- Downtrodden ETFs from energy and materials sectors are getting in on the fun
- KOL surges on news of China’s plans to layoff coal workers
- Abundant supply and slowing demand, particularly from China, have drained KOL over the past several years
As stocks have rebounded off their February lows, some downtrodden exchange traded funds from the energy and materials sectors, two of last year’s worst-performing groups, are getting in on the fun. That includes the Market Vectors-Coal ETF (NYSEArca: KOL), which has been one of the most badly bruised industry funds in recent years.
While KOL is still down more than 44% over the past year, the ETF has surged 25.6% over the past month.
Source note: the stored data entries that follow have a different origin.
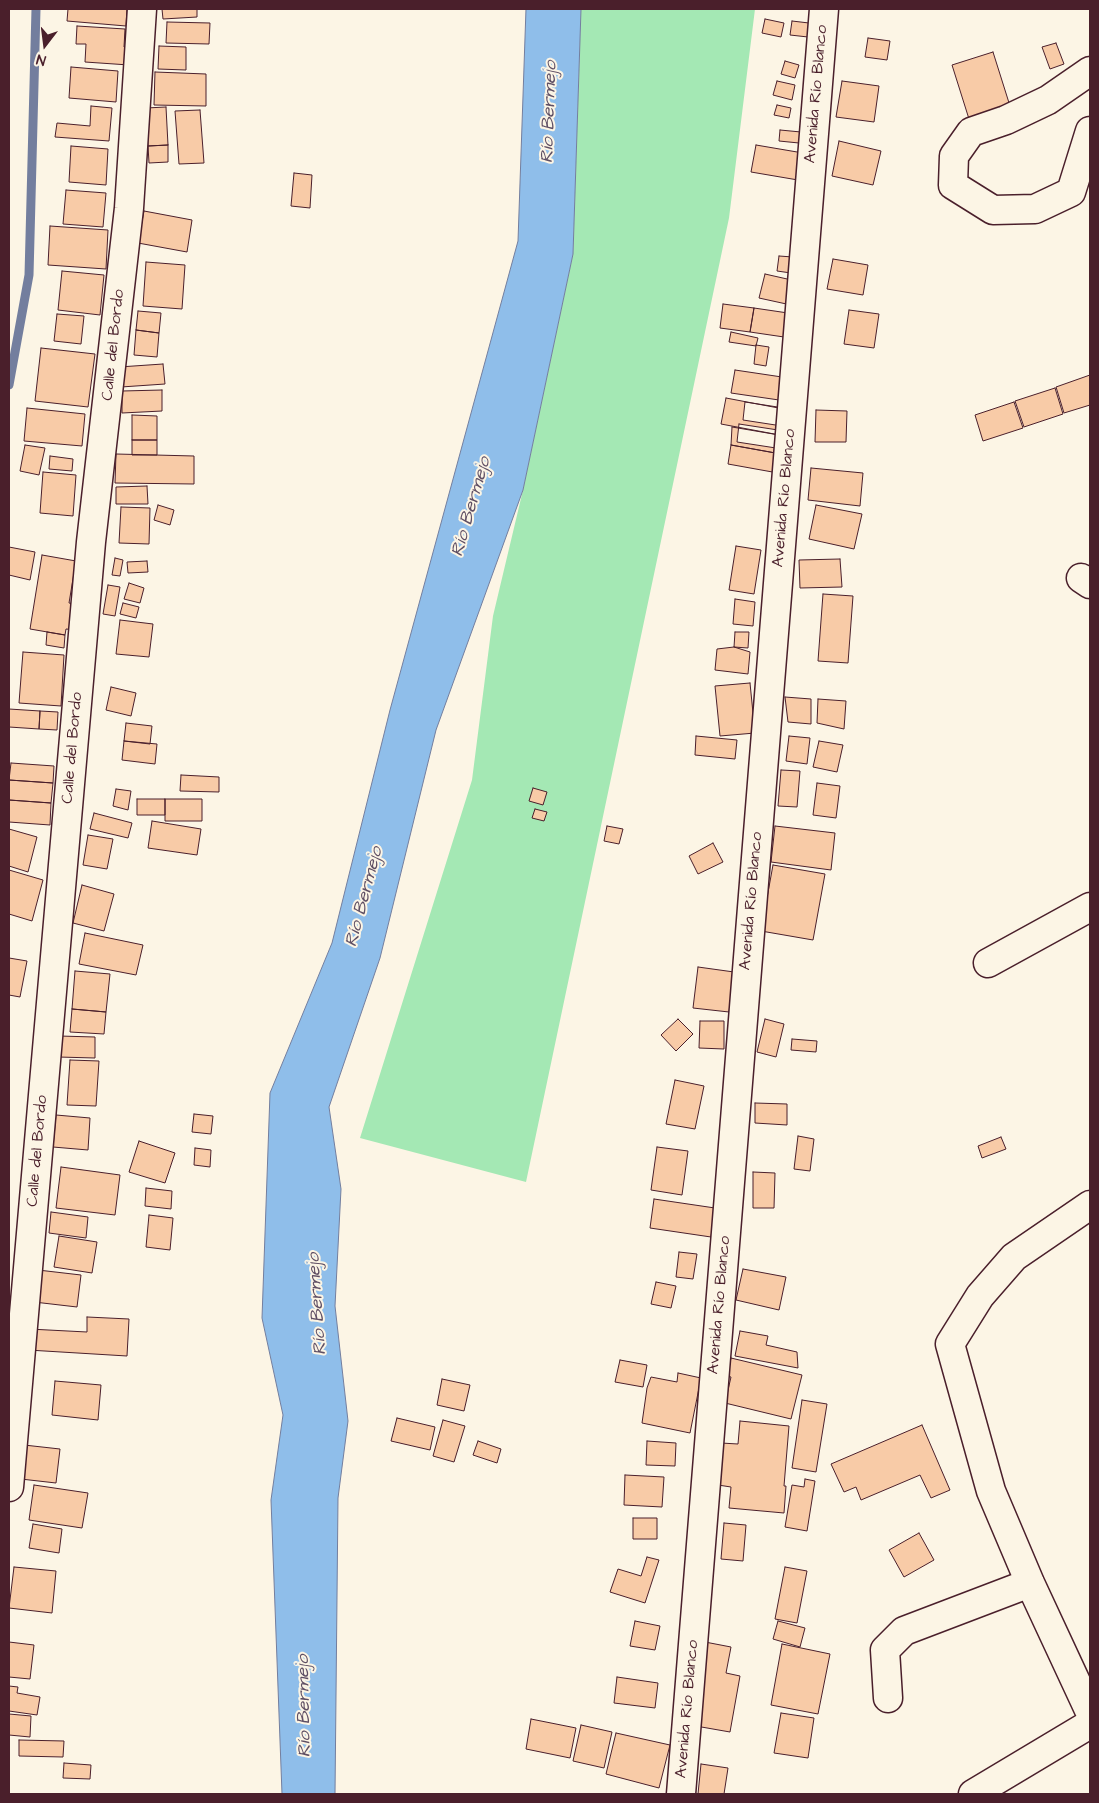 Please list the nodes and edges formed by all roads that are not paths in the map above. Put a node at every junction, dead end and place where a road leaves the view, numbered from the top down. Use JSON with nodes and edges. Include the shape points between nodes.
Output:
{"nodes":[{"id":1,"x":142,"y":9,"type":"edge"},
{"id":2,"x":824,"y":9,"type":"edge"},
{"id":3,"x":1090,"y":71,"type":"edge"},
{"id":4,"x":1090,"y":131,"type":"edge"},
{"id":5,"x":1090,"y":907,"type":"edge"},
{"id":6,"x":988,"y":962,"type":"dead end"},
{"id":7,"x":1090,"y":1205,"type":"edge"},
{"id":8,"x":9,"y":1487,"type":"edge"},
{"id":9,"x":1030,"y":1583,"type":"junction"},
{"id":10,"x":888,"y":1698,"type":"dead end"},
{"id":11,"x":1090,"y":1712,"type":"edge"},
{"id":12,"x":1090,"y":1724,"type":"edge"},
{"id":13,"x":681,"y":1794,"type":"edge"},
{"id":14,"x":973,"y":1794,"type":"edge"}],
"edges":[{"from":1,"to":8,"type":"street","name":"Calle del Bordo","via":[[129,208],[91,542]]},
{"from":2,"to":13,"type":"street","name":"Avenida Río Blanco"},
{"from":3,"to":4,"type":"street","via":[[1048,100],[971,132],[954,156],[953,185],[993,210],[1035,209],[1071,192]]},
{"from":5,"to":6,"type":"street"},
{"from":7,"to":9,"type":"street","via":[[1014,1257],[980,1296],[950,1344],[991,1491]]},
{"from":9,"to":10,"type":"street","via":[[904,1631],[885,1650]]},
{"from":9,"to":11,"type":"street"},
{"from":12,"to":14,"type":"street"}]}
Last week, KOL climbed 15.8% on news of China’s plans to layoff coal workers may also help support prices and prop up global coal producers.
KOL also includes global coal industry exposure, but the ETF has a heft 30.3% tilt toward China, along with 16.3% Australia, 15.2% U.S., 10.9% Canada, 8.1% Indonesia, 7.8% Thailand, 5.8% South Africa, 4.6% Philippines and 1.1% Poland.
Abundant supply and slowing demand, particularly from China, have drained KOL over the past several years as several of the ETF’s constituents have declared bankruptcy.
“Metallurgical coal prices have plunged due to a global oversupply and slowing demand out of China. The collapse has ravaged U.S. coal miners including Walter Energy Inc., Alpha Natural Resources Inc. and Arch Coal Inc. All three companies placed big bets on prices remaining high. And all three have filed for bankruptcy in the past year,” according to Bloomberg.